Friedlich beim Wodka

Als Friedensstifter sieht sich Rolf Knieper nicht. Aber der Bremer Jura-Professor schaffte es, Vertreter aus eigentlich verfeindeten postsowjetischen Staaten an einen Tisch zu bringen

taz ■ Eigentlich schweigen sich die Diplomaten von Armenien und Aserbaidschan seit dem kriegerischen Konflikt in Berg Karabach nur noch an – dass sich Politiker und Juristen dieser Länder vergangenen Dezember dennoch in Bremen zu einer Tagung trafen, ist einer der großen Verdienste von Rolf Knieper. Der Rechtsprofessor der Universität Bremen unterstützt seit 1996 im Auftrag der Gesellschaft für technische Zusammenarbeit (GTZ) in ehemaligen GUS-Staaten eine Rechtsreform – auch Georgien lernt derzeit von Bremen.

taz: Wie haben Sie es geschafft, Vertreter dieser drei Länder an einen Tisch zu bringen? Rolf Knieper: Ich arbeite mit allen seit sechs Jahren intensiv. Nach anfänglicher Skepsis mir –dem deutschen Professor – gegenüber, haben sich heute sogar Freundschaften entwickelt. Die Leute vertrauen mir, sie wissen, dass ich diese Treffen nicht für politische Zwecke missbrauche.

Wurden in Bremen nicht trotzdem politische Konflikte ausgetragen?

Erstaunlicherweise nicht. Selbst abends in lockerer Runde bei einem Gläschen Wodka geht es friedlich zu. Alle verhalten sich sehr professionell. Sie haben in juristischer Hinsicht ähnliche Probleme, und jede der Teilrepubliken der ehemaligen Sowjetunion ist in Reformen im Staatsaufbau involviert. Das macht sie auch neugierig aufeinander und lässt sie auf fachlicher Ebene miteinander diskutieren.

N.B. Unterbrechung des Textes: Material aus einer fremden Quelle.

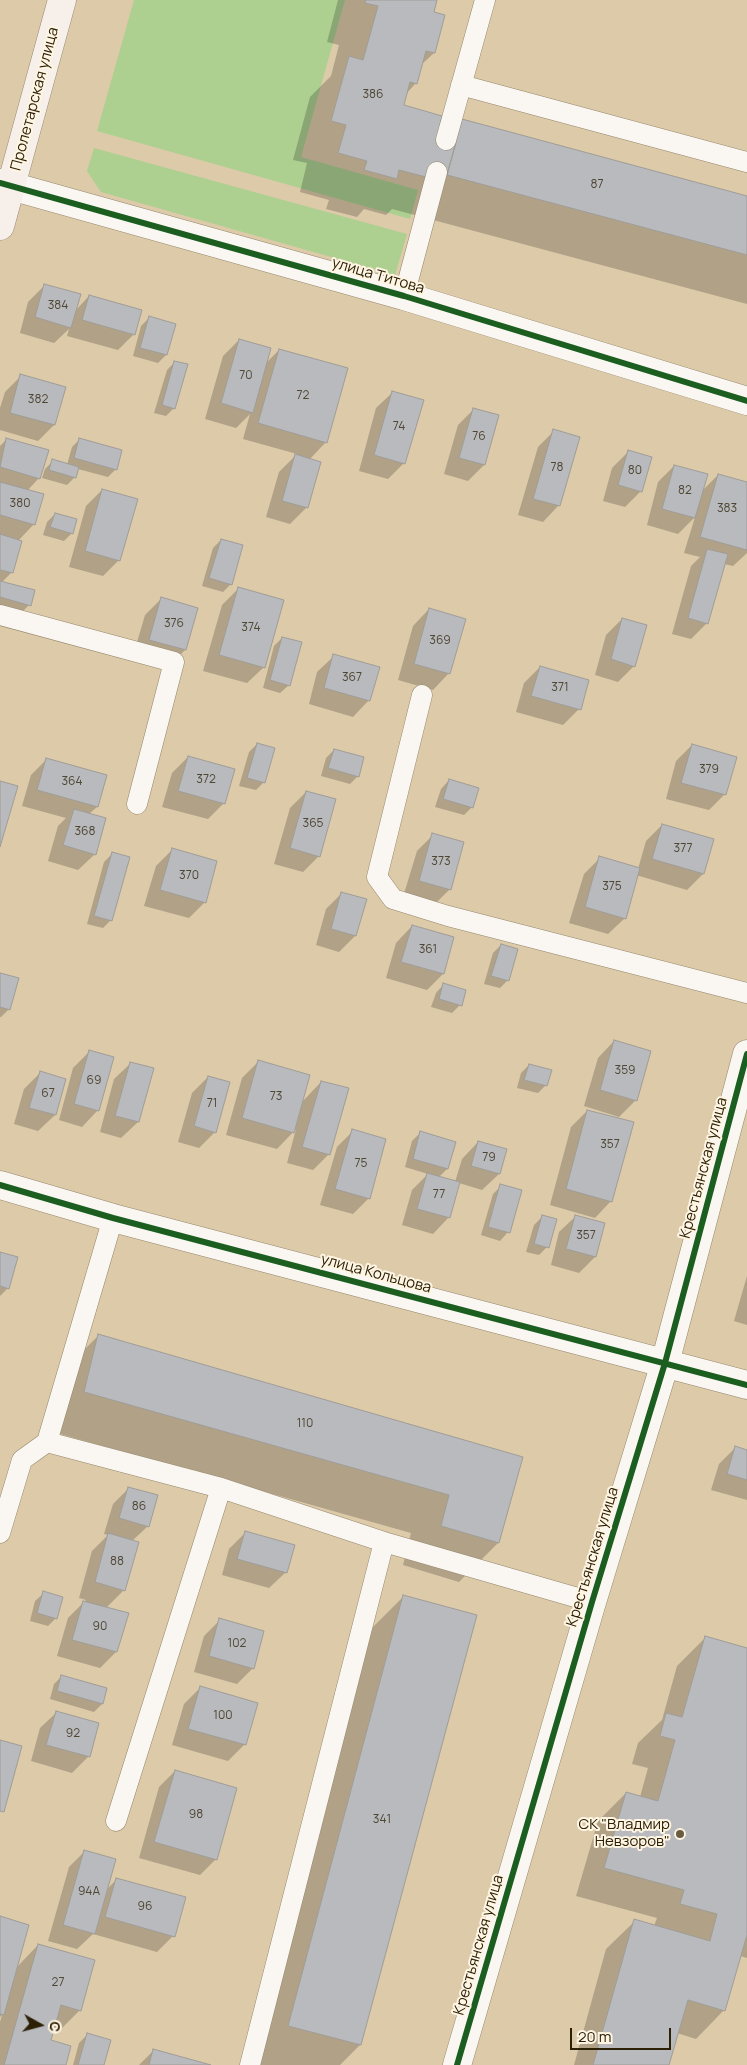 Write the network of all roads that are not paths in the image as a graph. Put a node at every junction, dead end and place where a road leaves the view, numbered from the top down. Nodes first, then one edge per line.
1 (62, 0) edge
2 (485, 0) edge
3 (461, 85) junction
4 (446, 140) dead end
5 (747, 162) edge
6 (437, 172) dead end
7 (6, 185) edge
8 (0, 226) edge
9 (404, 296) junction
10 (747, 401) edge
11 (0, 615) edge
12 (422, 694) dead end
13 (137, 804) dead end
14 (747, 993) edge
15 (747, 1054) edge
16 (0, 1185) edge
17 (113, 1218) junction
18 (664, 1363) junction
19 (747, 1385) edge
20 (47, 1442) junction
21 (221, 1488) junction
22 (0, 1533) edge
23 (384, 1542) junction
24 (592, 1602) junction
25 (116, 1821) dead end
26 (250, 2065) edge
27 (457, 2065) edge

1 - 7 main road, Пролетарская улица
2 - 3 lane
3 - 4 lane
3 - 5 lane
6 - 9 lane
7 - 8 main road, Пролетарская улица
7 - 9 street, улица Титова
9 - 10 street, улица Титова
11 - 13 lane
12 - 14 lane
15 - 18 street, Крестьянская улица
16 - 17 street, улица Кольцова
17 - 18 street, улица Кольцова
17 - 20 lane
18 - 19 street, улица Кольцова
18 - 24 street, Крестьянская улица
20 - 21 lane
20 - 22 lane
21 - 23 lane
21 - 25 lane
23 - 24 lane
23 - 26 lane
24 - 27 street, Крестьянская улица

Ist das nicht eine Chance, in Bremen Anstoß für Friedensverhandlungen zu geben?

Das ist leider nicht realistisch. Alle – ob Georgier, Armenier oder Aserbaidschaner – tragen noch Hass im Herzen. Der lässt sich nicht so schnell tilgen. Das kann ich durch meine Besuche in den drei Ländern und durch den Umgang mit den Menschen beurteilen – auch wenn in Bremen die Vernunft regierte. Ich hoffe, dass die Kontakte, die sich hier zwischen Einzelnen herstellten, auch in Zukunft bestehen bleiben. Aber selbst das ist schwierig: Möglicherweise wird es von staatlicher Seite sogar unterbunden.

Weshalb fand die Tagung nicht im Kaukasus statt?

Dort wäre ein Treffen in dieser Form nicht zustande gekommen. Bremen ist ein neutrales Terrain. Die Atmosphäre hier spielt eine große Rolle. Ein Aserbaidschaner ging sogar so weit, Bremen als „heimliche Hauptstadt des Kaukasus“ zu bezeichnen. Das hängt natürlich auch damit zusammen, dass von hier aus – also aus dem GTZ-Büro an der Uni – die Impulse kommen und die Reformen im Privat- und Wirtschaftsrecht koordiniert werden. Der Senat, die Handelskammer und die GTZ haben ja vor zwei Jahren schon einen Kooperationsvertrag unterzeichnet, mit dem Bremen die Unterstützung für die Rechtsreform konkret zusichert.

Was beinhalten eigentlich die Rechtsreformen?

Zivil-, Verfassungs- und Verwaltungsrecht werden grundlegend umstrukturiert, Gesetze werden neu geschrieben. Bisher galt ja das kommunistische Recht. Viele Gesetze sind nun neu verfasst, aber bis zu deren Anwendung werden wohl noch 20, 30 Jahre verstreichen.